In queste incessanti capriole la mente si perde e lo stomaco imita il flusso discontinuo del fumo. Alzando la testa, rivolta sulla parete bianca, giallastra per la luce e grigia per il fumo che lentamente uccide, vedo volti.
Uno si presenta felice, spensierato come lo conosco e più profondo di qualsiasi oceano, un attimo dopo lo vedo triste e si appoggia su una spalla familiare. Sento sussurri ed echi che ringraziano, man mano sempre più fiochi, e poi si spengono. Riapro il libro dei ricordi, ma lo richiudo.
Adesso posso solo immaginarlo quel volto, le increspature perdono le fattezze di connotati ma la mia potenza supera quella di una figura ideale. Io posso costruirne a dozzine, anzi a centinaia, ma addirittura un’ infinità. Che sia un pregio o un difetto è una domanda da non porsi per la sua insensatezza. Che senso ha porsi una domanda a cui si può rispondere in maniera particolare e così intrinsecamente dipendente?
Eccolo di nuovo, colorato e nitido da far male agli occhi. Vedo labbra curvarsi a formare probabili sorrisi ma, salendo con lo sguardo incrocio il suo. Mi vede, mi può vedere e mi guarda. Ora le serrande si sono abbassate e non ci sono sorrisi ma solo piccole smorfie. Cominciano a chiudersi e poi riaprirsi, taglienti come lame di forbice e rumorose. Una fitta al cuore accompagna il cervello.
Chiudo gli occhi e aspiro ancora. Trattengo, trattengo, trattengo fino a far male, gli occhi lacrimanti ma secchi. Nuvole nuove entrano nella mia stanza e il grigio si infoltisce.

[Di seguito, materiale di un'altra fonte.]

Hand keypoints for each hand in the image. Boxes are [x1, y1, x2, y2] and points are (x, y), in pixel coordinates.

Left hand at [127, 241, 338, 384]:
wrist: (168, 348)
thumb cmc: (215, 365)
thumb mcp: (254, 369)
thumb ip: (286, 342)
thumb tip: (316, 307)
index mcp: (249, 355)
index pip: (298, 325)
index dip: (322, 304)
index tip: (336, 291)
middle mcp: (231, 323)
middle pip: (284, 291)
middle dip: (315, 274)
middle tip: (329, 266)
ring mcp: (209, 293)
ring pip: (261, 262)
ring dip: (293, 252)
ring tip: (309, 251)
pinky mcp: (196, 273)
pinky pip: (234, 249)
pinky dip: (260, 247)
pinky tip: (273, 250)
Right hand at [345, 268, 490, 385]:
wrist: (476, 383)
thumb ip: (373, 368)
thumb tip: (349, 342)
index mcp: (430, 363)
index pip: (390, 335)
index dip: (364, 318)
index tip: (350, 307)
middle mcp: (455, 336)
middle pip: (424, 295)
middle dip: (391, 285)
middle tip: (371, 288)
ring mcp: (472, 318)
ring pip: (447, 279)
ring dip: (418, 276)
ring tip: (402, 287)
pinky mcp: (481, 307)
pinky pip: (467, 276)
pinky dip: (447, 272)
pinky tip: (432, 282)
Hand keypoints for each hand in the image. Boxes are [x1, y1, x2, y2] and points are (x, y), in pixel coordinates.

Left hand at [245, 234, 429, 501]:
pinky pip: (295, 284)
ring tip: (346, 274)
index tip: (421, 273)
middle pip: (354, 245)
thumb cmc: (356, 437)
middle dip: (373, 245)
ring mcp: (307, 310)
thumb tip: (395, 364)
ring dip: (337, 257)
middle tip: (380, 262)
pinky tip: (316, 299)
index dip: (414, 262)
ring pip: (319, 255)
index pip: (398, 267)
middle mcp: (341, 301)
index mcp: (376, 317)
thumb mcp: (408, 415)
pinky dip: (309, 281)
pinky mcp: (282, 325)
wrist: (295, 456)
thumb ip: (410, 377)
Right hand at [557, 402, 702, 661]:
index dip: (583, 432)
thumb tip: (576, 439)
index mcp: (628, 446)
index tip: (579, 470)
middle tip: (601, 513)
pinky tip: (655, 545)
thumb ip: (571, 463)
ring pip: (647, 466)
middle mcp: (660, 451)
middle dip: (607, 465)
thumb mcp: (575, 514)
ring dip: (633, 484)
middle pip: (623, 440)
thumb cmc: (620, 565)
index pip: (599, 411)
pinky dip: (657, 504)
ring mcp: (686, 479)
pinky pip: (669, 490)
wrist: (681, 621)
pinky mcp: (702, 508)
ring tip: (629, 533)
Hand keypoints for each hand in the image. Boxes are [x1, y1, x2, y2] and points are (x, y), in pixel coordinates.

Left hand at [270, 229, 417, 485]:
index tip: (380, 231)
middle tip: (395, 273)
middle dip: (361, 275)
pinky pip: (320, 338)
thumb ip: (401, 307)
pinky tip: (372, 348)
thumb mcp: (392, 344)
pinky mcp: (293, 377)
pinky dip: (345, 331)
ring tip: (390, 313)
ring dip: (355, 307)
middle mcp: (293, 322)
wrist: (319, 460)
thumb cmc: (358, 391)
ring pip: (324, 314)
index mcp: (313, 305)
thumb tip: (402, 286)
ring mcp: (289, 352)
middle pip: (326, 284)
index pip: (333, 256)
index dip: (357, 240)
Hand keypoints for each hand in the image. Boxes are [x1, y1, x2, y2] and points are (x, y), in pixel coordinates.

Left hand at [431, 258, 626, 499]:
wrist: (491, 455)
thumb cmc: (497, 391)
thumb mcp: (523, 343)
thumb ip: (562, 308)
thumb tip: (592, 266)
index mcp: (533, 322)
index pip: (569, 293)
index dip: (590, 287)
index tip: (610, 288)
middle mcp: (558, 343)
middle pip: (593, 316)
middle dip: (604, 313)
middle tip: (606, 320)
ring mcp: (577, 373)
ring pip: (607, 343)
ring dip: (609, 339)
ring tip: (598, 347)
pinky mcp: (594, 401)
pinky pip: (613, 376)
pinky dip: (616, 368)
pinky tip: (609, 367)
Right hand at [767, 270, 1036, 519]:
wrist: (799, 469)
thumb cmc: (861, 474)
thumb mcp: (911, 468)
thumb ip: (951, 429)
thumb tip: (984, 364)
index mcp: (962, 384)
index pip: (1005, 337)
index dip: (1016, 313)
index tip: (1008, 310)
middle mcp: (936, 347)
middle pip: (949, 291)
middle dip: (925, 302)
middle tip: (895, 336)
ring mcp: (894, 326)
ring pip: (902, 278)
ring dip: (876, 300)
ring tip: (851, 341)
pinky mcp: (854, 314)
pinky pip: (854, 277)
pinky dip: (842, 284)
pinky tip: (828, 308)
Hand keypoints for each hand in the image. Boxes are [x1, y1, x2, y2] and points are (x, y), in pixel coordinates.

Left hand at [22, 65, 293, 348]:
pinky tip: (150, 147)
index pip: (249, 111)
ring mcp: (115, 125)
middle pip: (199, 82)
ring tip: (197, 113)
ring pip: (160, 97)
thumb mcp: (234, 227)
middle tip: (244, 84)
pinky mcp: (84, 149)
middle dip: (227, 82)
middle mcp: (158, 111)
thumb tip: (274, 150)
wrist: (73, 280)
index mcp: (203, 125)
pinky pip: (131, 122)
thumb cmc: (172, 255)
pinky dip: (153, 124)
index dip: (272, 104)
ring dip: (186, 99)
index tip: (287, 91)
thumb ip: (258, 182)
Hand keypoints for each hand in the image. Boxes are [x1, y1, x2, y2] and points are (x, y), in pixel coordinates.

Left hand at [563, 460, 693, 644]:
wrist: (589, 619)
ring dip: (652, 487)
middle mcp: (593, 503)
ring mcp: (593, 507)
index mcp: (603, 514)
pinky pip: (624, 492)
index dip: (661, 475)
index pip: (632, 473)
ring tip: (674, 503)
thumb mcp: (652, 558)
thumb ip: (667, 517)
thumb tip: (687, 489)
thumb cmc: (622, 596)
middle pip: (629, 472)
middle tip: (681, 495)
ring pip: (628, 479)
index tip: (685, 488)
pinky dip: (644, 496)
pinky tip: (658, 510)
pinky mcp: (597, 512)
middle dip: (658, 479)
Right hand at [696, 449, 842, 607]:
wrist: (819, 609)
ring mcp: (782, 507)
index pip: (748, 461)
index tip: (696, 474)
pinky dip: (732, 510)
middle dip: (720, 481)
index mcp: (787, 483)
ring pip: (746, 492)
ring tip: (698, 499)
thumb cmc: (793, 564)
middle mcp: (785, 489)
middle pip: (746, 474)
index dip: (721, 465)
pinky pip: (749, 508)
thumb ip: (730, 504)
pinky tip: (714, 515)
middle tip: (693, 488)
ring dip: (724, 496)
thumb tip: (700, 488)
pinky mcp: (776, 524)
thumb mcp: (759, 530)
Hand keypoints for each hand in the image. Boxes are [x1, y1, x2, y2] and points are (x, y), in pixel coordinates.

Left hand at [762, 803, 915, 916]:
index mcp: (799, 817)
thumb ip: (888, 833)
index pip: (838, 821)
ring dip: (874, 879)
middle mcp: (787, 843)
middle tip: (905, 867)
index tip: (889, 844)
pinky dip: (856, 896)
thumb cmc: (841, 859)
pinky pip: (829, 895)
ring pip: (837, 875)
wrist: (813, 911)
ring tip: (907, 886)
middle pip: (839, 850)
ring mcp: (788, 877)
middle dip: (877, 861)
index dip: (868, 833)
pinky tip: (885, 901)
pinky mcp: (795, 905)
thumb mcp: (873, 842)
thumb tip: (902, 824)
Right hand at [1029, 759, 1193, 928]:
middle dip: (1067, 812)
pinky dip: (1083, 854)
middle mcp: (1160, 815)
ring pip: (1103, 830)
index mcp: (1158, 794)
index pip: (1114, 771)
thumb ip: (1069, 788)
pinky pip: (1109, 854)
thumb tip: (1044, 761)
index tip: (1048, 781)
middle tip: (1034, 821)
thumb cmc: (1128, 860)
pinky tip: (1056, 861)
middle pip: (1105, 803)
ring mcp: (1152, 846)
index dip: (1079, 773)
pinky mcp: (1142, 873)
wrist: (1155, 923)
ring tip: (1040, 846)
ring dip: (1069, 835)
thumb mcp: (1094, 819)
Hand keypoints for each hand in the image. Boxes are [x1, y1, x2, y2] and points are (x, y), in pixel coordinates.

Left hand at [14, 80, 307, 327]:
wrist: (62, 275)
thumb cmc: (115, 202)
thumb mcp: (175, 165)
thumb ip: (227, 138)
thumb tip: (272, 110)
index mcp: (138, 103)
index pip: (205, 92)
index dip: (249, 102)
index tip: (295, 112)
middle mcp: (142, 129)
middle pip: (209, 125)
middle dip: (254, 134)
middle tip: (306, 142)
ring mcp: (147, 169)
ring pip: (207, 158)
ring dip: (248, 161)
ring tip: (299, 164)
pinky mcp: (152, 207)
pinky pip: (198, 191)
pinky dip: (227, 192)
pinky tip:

Domande, telefonate, paure e sconfitte, che poi parlare di sconfitte non è poi tanto giusto.
Parole e sorrisi, abbracci e salti come se il mondo dovesse finire con quella sigaretta, che man mano si accorcia e si curva, come un’ uomo segnato dal tempo.
Ospedali, campagne, scuole, case, palazzi e squallori.
Tiro.
La sigaretta diventa più rossa che un fuoco di paglia.